Une rêverie vaporeuse. Un film fascinant. Regarder The Text of Light comme on regarderait les formes disparates d'un ciel voilé, nuageux. Stan Brakhage réalise là un objet de pure expérimentation plastique, mettant en forme l'informe et l'obscurité, livrant une oeuvre de perception et d'exploration visuelle.


A la manière d'un Pierre Soulages le cinéaste travaille, triture la frontière séparant ou rapprochant le noir de la lumière, retranchant au maximum les éléments distincts voire perceptibles. Nulle réalité, nulle temporalité : simplement et uniquement de la matière, et l'éternité. Chaque vision de ce texte filmique propose un choc inédit, parfois dérisoire, souvent grisant et définitivement moderne. Les couches feutrées, magmatiques s'apposant à la toile noire de jais de Brakhage permettent une délicieuse gymnastique du regard pour qui aura l'ouverture d'y pénétrer...


On semble rentrer dans la peau de ce film comme un nourrisson lové dans une bulle amniotique, involuant au gré d'éclats de couleurs fugaces et diffuses.

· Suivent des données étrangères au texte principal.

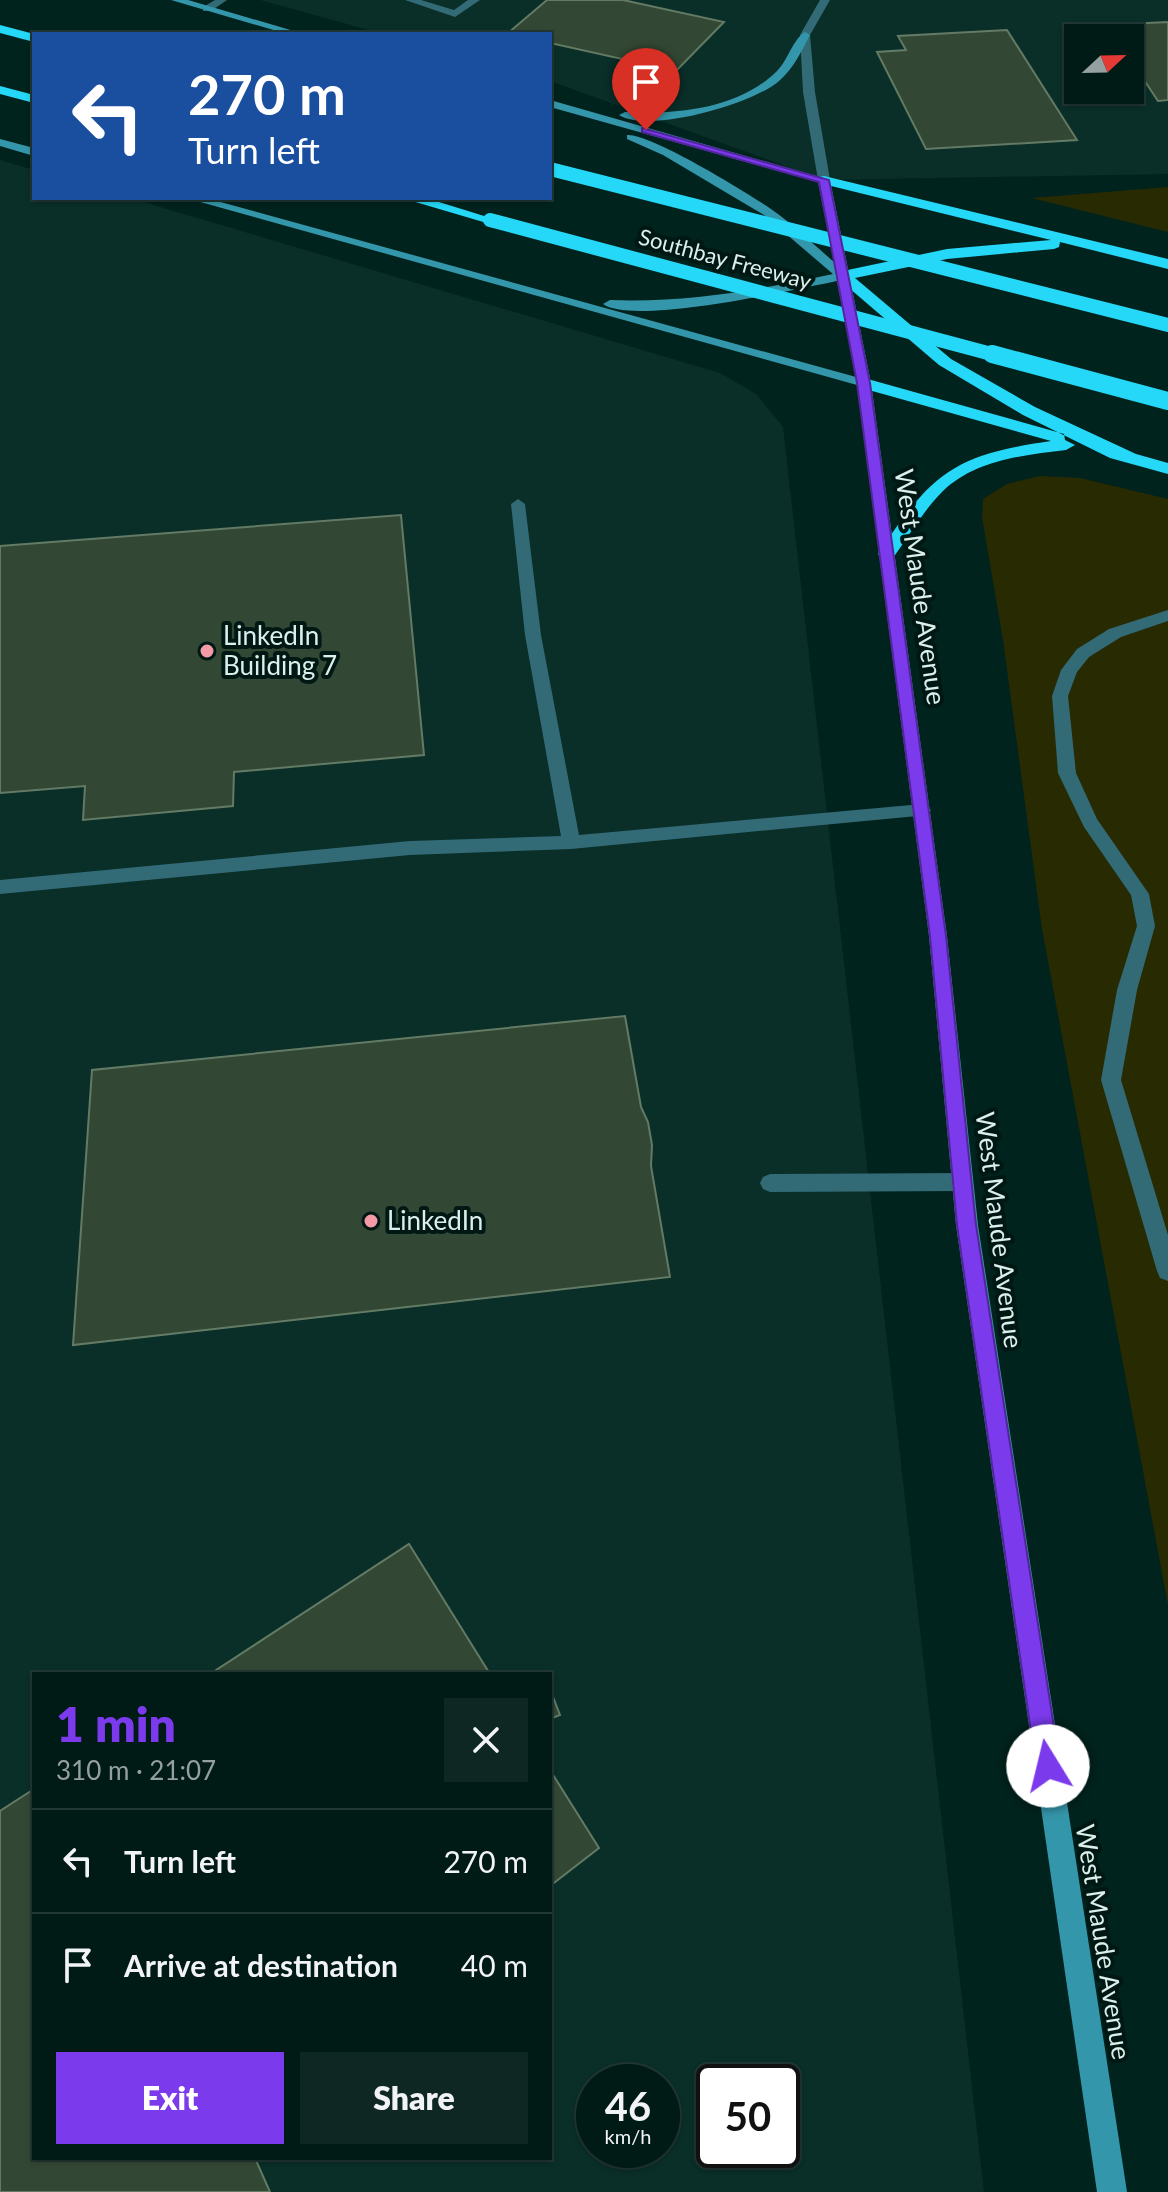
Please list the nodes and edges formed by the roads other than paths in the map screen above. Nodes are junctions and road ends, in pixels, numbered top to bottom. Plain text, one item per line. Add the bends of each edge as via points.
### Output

Voir cet infra-monde par les moyens d'un prisme inventé seconde après seconde, puis constater sa mort d'une image à l'autre... De temps à autre quelques percées blanchâtres viennent moucheter l'écran, tel un précipité chimique s'amusant à créer d'autres dimensions microscopiques ; imperturbable le silence du film nous laisse totalement libre d'interpréter la durée des plans et de vagabonder avec le musée imaginaire logé au creux de notre cerveau.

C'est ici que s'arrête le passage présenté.